Sunday offered a free session on the Main Street Four Point Approach, created through the National Trust for Historic Preservation in Washington D.C. The Four Point Approach is characterized by Design, Organization, Promotion and Economic Restructuring. It is a very specific template to follow in order to be considered a Main Street Community through the National Trust’s program.

A pilot project began in 1977 through the Chicago office. Three communities throughout the Midwest were chosen and the Trust pledged to work with them for three years to assist with strategies that identified assets and impediments to ultimately leverage the good stuff for downtown economic revitalization. A book grew out of this experience and currently 40 U.S. states have active Main Street programs and communities, the direct outcome of which is new business, physical improvements and community vitality.

Participating Iowa community banners, Main Streets Conference

Banners representing Iowa’s 45 Main Street communities as displayed at the National Main Streets Conference.

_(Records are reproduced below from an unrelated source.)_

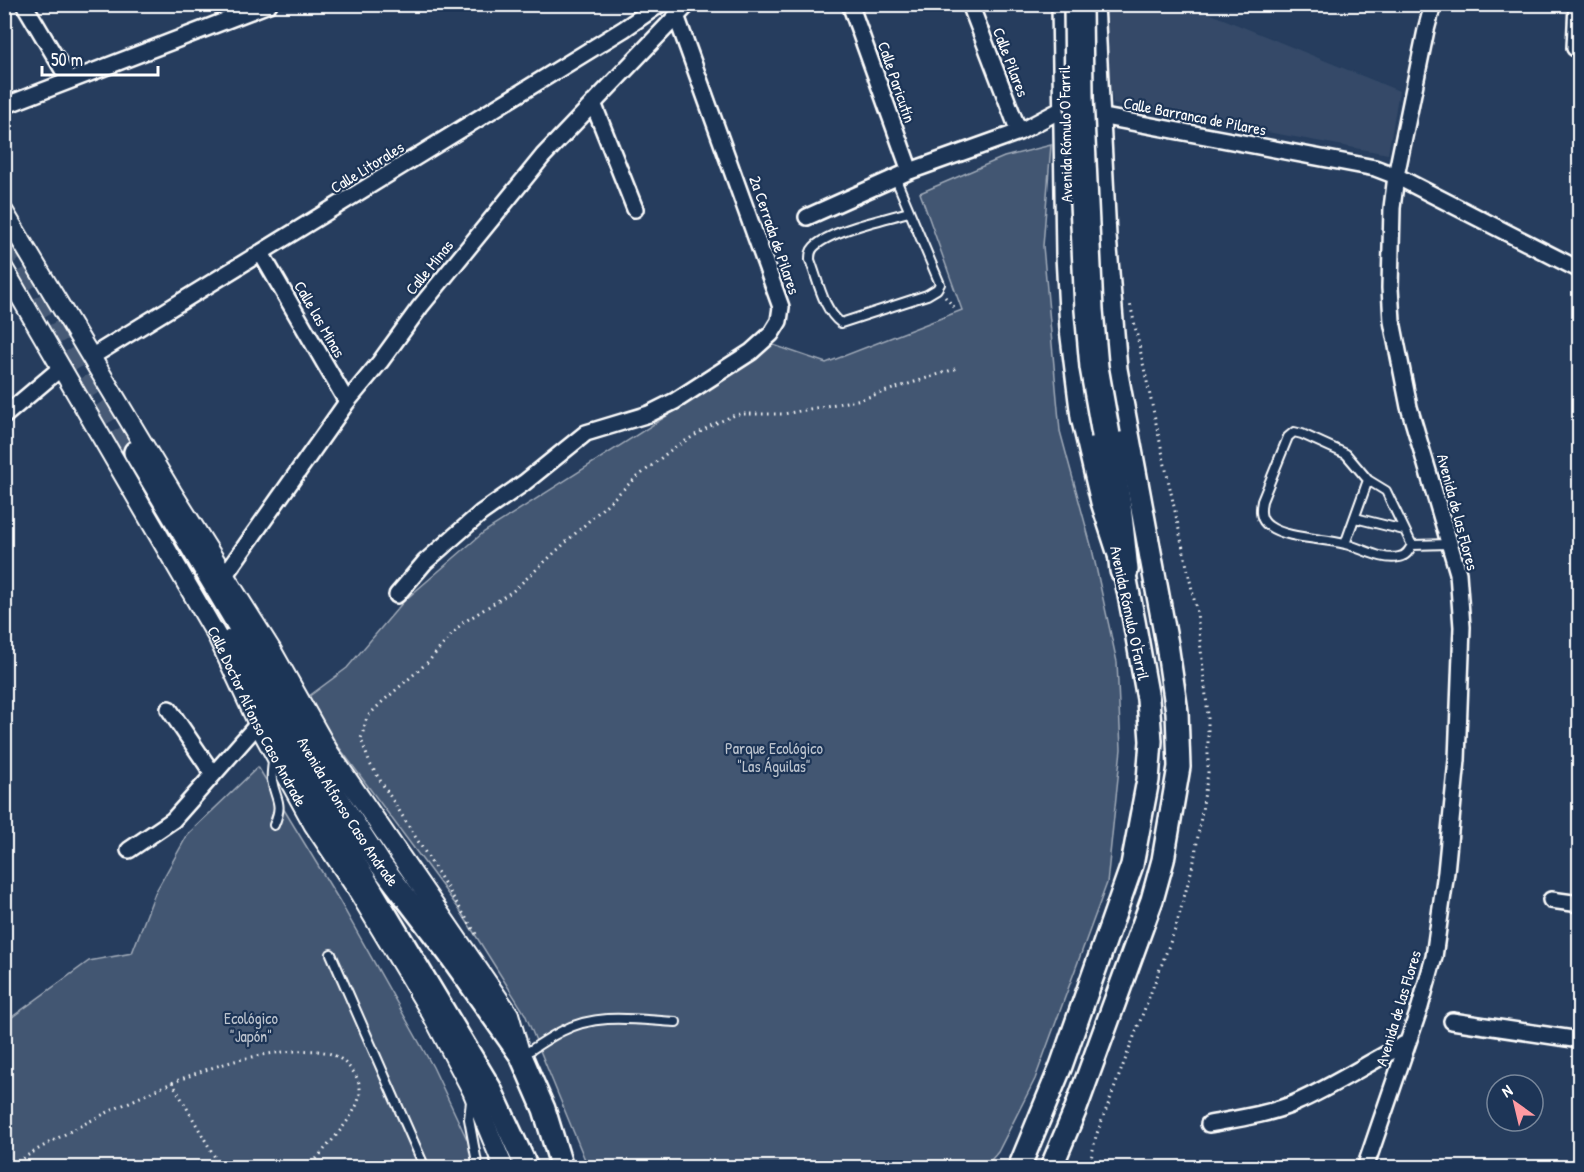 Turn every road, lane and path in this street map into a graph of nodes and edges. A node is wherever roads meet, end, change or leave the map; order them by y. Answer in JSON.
{"nodes":[{"id":1,"x":269,"y":4,"type":"edge"},
{"id":2,"x":660,"y":4,"type":"edge"},
{"id":3,"x":688,"y":4,"type":"edge"},
{"id":4,"x":850,"y":4,"type":"edge"},
{"id":5,"x":970,"y":4,"type":"edge"},
{"id":6,"x":1063,"y":4,"type":"edge"},
{"id":7,"x":1078,"y":4,"type":"edge"},
{"id":8,"x":1093,"y":4,"type":"edge"},
{"id":9,"x":1433,"y":4,"type":"edge"},
{"id":10,"x":1577,"y":4,"type":"edge"},
{"id":11,"x":30,"y":6,"type":"edge"},
{"id":12,"x":677,"y":18,"type":"junction"},
{"id":13,"x":1575,"y":48,"type":"dead end"},
{"id":14,"x":69,"y":80,"type":"junction"},
{"id":15,"x":593,"y":103,"type":"junction"},
{"id":16,"x":4,"y":106,"type":"edge"},
{"id":17,"x":1066,"y":106,"type":"junction"},
{"id":18,"x":1099,"y":122,"type":"junction"},
{"id":19,"x":1066,"y":131,"type":"junction"},
{"id":20,"x":1019,"y":132,"type":"junction"},
{"id":21,"x":910,"y":171,"type":"junction"},
{"id":22,"x":1396,"y":176,"type":"junction"},
{"id":23,"x":895,"y":177,"type":"junction"},
{"id":24,"x":635,"y":209,"type":"dead end"},
{"id":25,"x":4,"y":212,"type":"edge"},
{"id":26,"x":909,"y":212,"type":"junction"},
{"id":27,"x":807,"y":217,"type":"dead end"},
{"id":28,"x":261,"y":253,"type":"junction"},
{"id":29,"x":4,"y":269,"type":"edge"},
{"id":30,"x":1580,"y":270,"type":"edge"},
{"id":31,"x":937,"y":289,"type":"junction"},
{"id":32,"x":955,"y":308,"type":"dead end"},
{"id":33,"x":90,"y":357,"type":"junction"},
{"id":34,"x":62,"y":367,"type":"junction"},
{"id":35,"x":958,"y":368,"type":"dead end"},
{"id":36,"x":347,"y":402,"type":"junction"},
{"id":37,"x":4,"y":416,"type":"edge"},
{"id":38,"x":1368,"y":480,"type":"junction"},
{"id":39,"x":1355,"y":518,"type":"junction"},
{"id":40,"x":1404,"y":530,"type":"junction"},
{"id":41,"x":1346,"y":544,"type":"junction"},
{"id":42,"x":1449,"y":544,"type":"junction"},
{"id":43,"x":1413,"y":545,"type":"junction"},
{"id":44,"x":1124,"y":570,"type":"junction"},
{"id":45,"x":225,"y":575,"type":"junction"},
{"id":46,"x":397,"y":595,"type":"dead end"},
{"id":47,"x":169,"y":709,"type":"dead end"},
{"id":48,"x":258,"y":724,"type":"junction"},
{"id":49,"x":273,"y":752,"type":"junction"},
{"id":50,"x":213,"y":774,"type":"junction"},
{"id":51,"x":274,"y":825,"type":"dead end"},
{"id":52,"x":129,"y":850,"type":"dead end"},
{"id":53,"x":1551,"y":900,"type":"dead end"},
{"id":54,"x":1580,"y":904,"type":"edge"},
{"id":55,"x":376,"y":921,"type":"junction"},
{"id":56,"x":396,"y":931,"type":"junction"},
{"id":57,"x":477,"y":936,"type":"dead end"},
{"id":58,"x":331,"y":954,"type":"dead end"},
{"id":59,"x":412,"y":958,"type":"junction"},
{"id":60,"x":414,"y":983,"type":"junction"},
{"id":61,"x":1452,"y":1021,"type":"dead end"},
{"id":62,"x":676,"y":1022,"type":"dead end"},
{"id":63,"x":1580,"y":1040,"type":"edge"},
{"id":64,"x":1407,"y":1043,"type":"junction"},
{"id":65,"x":522,"y":1056,"type":"junction"},
{"id":66,"x":171,"y":1082,"type":"junction"},
{"id":67,"x":472,"y":1091,"type":"junction"},
{"id":68,"x":1209,"y":1124,"type":"dead end"},
{"id":69,"x":7,"y":1167,"type":"edge"},
{"id":70,"x":221,"y":1167,"type":"edge"},
{"id":71,"x":309,"y":1167,"type":"edge"},
{"id":72,"x":425,"y":1167,"type":"edge"},
{"id":73,"x":478,"y":1167,"type":"edge"},
{"id":74,"x":504,"y":1167,"type":"edge"},
{"id":75,"x":527,"y":1167,"type":"edge"},
{"id":76,"x":562,"y":1167,"type":"edge"},
{"id":77,"x":1019,"y":1167,"type":"edge"},
{"id":78,"x":1051,"y":1167,"type":"edge"},
{"id":79,"x":1365,"y":1167,"type":"edge"}],
"edges":[{"from":1,"to":14,"type":"street"},
{"from":2,"to":28,"type":"street","name":"Calle Litorales"},
{"from":3,"to":12,"type":"street","name":"Calle Minas"},
{"from":4,"to":21,"type":"street","name":"Calle Paricutín"},
{"from":5,"to":20,"type":"street","name":"Calle Pilares"},
{"from":6,"to":17,"type":"main road","name":"Avenida Rómulo O'Farril"},
{"from":7,"to":44,"type":"highway","bridge":true},
{"from":8,"to":18,"type":"main road","name":"Avenida Rómulo O'Farril"},
{"from":9,"to":22,"type":"street","name":"Avenida de las Flores"},
{"from":10,"to":13,"type":"street"},
{"from":11,"to":14,"type":"street"},
{"from":12,"to":15,"type":"street","name":"Calle Minas"},
{"from":12,"to":46,"type":"street","name":"2a Cerrada de Pilares"},
{"from":14,"to":16,"type":"street"},
{"from":15,"to":24,"type":"street"},
{"from":15,"to":36,"type":"street","name":"Calle Minas"},
{"from":17,"to":18,"type":"street","name":"Calle Barranca de Pilares"},
{"from":17,"to":19,"type":"main road","name":"Avenida Rómulo O'Farril"},
{"from":17,"to":20,"type":"street"},
{"from":18,"to":19,"type":"main road"},
{"from":18,"to":22,"type":"street","name":"Calle Barranca de Pilares"},
{"from":18,"to":78,"type":"main road","name":"Avenida Rómulo O'Farril"},
{"from":19,"to":44,"type":"main road","name":"Avenida Rómulo O'Farril"},
{"from":20,"to":21,"type":"street"},
{"from":21,"to":23,"type":"street"},
{"from":22,"to":30,"type":"street","name":"Calle Barranca de Pilares"},
{"from":22,"to":42,"type":"street","name":"Avenida de las Flores"},
{"from":23,"to":26,"type":"lane"},
{"from":23,"to":27,"type":"street"},
{"from":25,"to":33,"type":"street"},
{"from":26,"to":31,"type":"lane"},
{"from":26,"to":31,"type":"lane"},
{"from":28,"to":33,"type":"street","name":"Calle Litorales"},
{"from":28,"to":36,"type":"street","name":"Calle las Minas"},
{"from":29,"to":34,"type":"street","name":"Calle Doctor Alfonso Caso Andrade"},
{"from":31,"to":32,"type":"path"},
{"from":33,"to":45,"type":"street"},
{"from":34,"to":37,"type":"street"},
{"from":34,"to":48,"type":"street","name":"Calle Doctor Alfonso Caso Andrade"},
{"from":35,"to":57,"type":"path"},
{"from":36,"to":45,"type":"street","name":"Calle Minas"},
{"from":38,"to":39,"type":"lane"},
{"from":38,"to":40,"type":"lane"},
{"from":38,"to":41,"type":"lane"},
{"from":39,"to":40,"type":"lane"},
{"from":39,"to":41,"type":"lane"},
{"from":40,"to":43,"type":"lane"},
{"from":41,"to":43,"type":"lane"},
{"from":42,"to":43,"type":"lane"},
{"from":42,"to":64,"type":"street","name":"Avenida de las Flores"},
{"from":44,"to":77,"type":"main road","name":"Avenida Rómulo O'Farril"},
{"from":45,"to":65,"type":"street"},
{"from":47,"to":50,"type":"street"},
{"from":48,"to":49,"type":"street","name":"Calle Doctor Alfonso Caso Andrade"},
{"from":48,"to":50,"type":"street"},
{"from":49,"to":51,"type":"lane"},
{"from":49,"to":55,"type":"street","name":"Calle Doctor Alfonso Caso Andrade"},
{"from":50,"to":52,"type":"street"},
{"from":53,"to":54,"type":"street"},
{"from":55,"to":56,"type":"main road"},
{"from":55,"to":60,"type":"street","name":"Calle Doctor Alfonso Caso Andrade"},
{"from":56,"to":59,"type":"main road","name":"Avenida Alfonso Caso Andrade"},
{"from":56,"to":65,"type":"main road","name":"Avenida Alfonso Caso Andrade"},
{"from":58,"to":72,"type":"lane"},
{"from":59,"to":60,"type":"main road"},
{"from":59,"to":75,"type":"main road","name":"Avenida Alfonso Caso Andrade"},
{"from":60,"to":67,"type":"street","name":"Calle Doctor Alfonso Caso Andrade"},
{"from":61,"to":63,"type":"street"},
{"from":62,"to":65,"type":"lane"},
{"from":64,"to":68,"type":"street"},
{"from":64,"to":79,"type":"street","name":"Avenida de las Flores"},
{"from":65,"to":76,"type":"main road","name":"Avenida Alfonso Caso Andrade"},
{"from":66,"to":69,"type":"path"},
{"from":66,"to":70,"type":"path"},
{"from":66,"to":71,"type":"path"},
{"from":67,"to":73,"type":"lane"},
{"from":67,"to":74,"type":"street","name":"Calle Doctor Alfonso Caso Andrade"}]}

What is a Main Street Community?

So what is a Main Street Community? As over a hundred of us sat in a large conference room, we learned it is a shared vision with a tremendous amount of work. The outcomes, however, are incredible and far reaching. There are 45 active Main Street Communities in Iowa, including Woodbine, Spencer, West Union, Marshalltown, Ames, West Branch, Central City, Burlington, Osceola, Iowa Falls, West Des Moines and the 6th Street Corridor in Des Moines.

In 1985 the Iowa Legislature adopted the program and placed it within the purview of the Iowa Department of Economic Development in order to

…improve the social and economic well-being of Iowa’s communities by assisting selected communities to capitalize on the unique identity, assets and character of their historic commercial district. Main Street is economic development within the context of historic preservation.

The National Main Street Community Criteria that is followed are ten-fold:

1. Have broad-based public and private support

2. Vision and mission statements

3. Comprehensive work plan

4. Historic preservation ethic

5. Active board and committees

6. Adequate operating budget

7. Paid, professional program director

8. On-going training for staff and volunteers

9. Reporting of key statistics

10. Current member of National Main Street Network

Economic & Cultural Development Presentation, Main Streets Conference

Economic & Cultural Development presentation.

Volunteers & Community

The formula is comprehensive and community-driven. It seeks to flesh out and leverage traditions and expertise of a town or region meeting needs for economic stability, growth and solid expectations about a vital future.

There are an untold number of volunteers around the state who see that their future will one day be somebody’s present. These are motivated people who want their extensive efforts for the cultural and economic revitalization of their communities to be a solid footing on which many others can learn, grow, contribute and thrive.

 

– Jean Danielson is director of operations for Indigo Dawn. She likes sidewalks and walking down them while window shopping. And then buying things.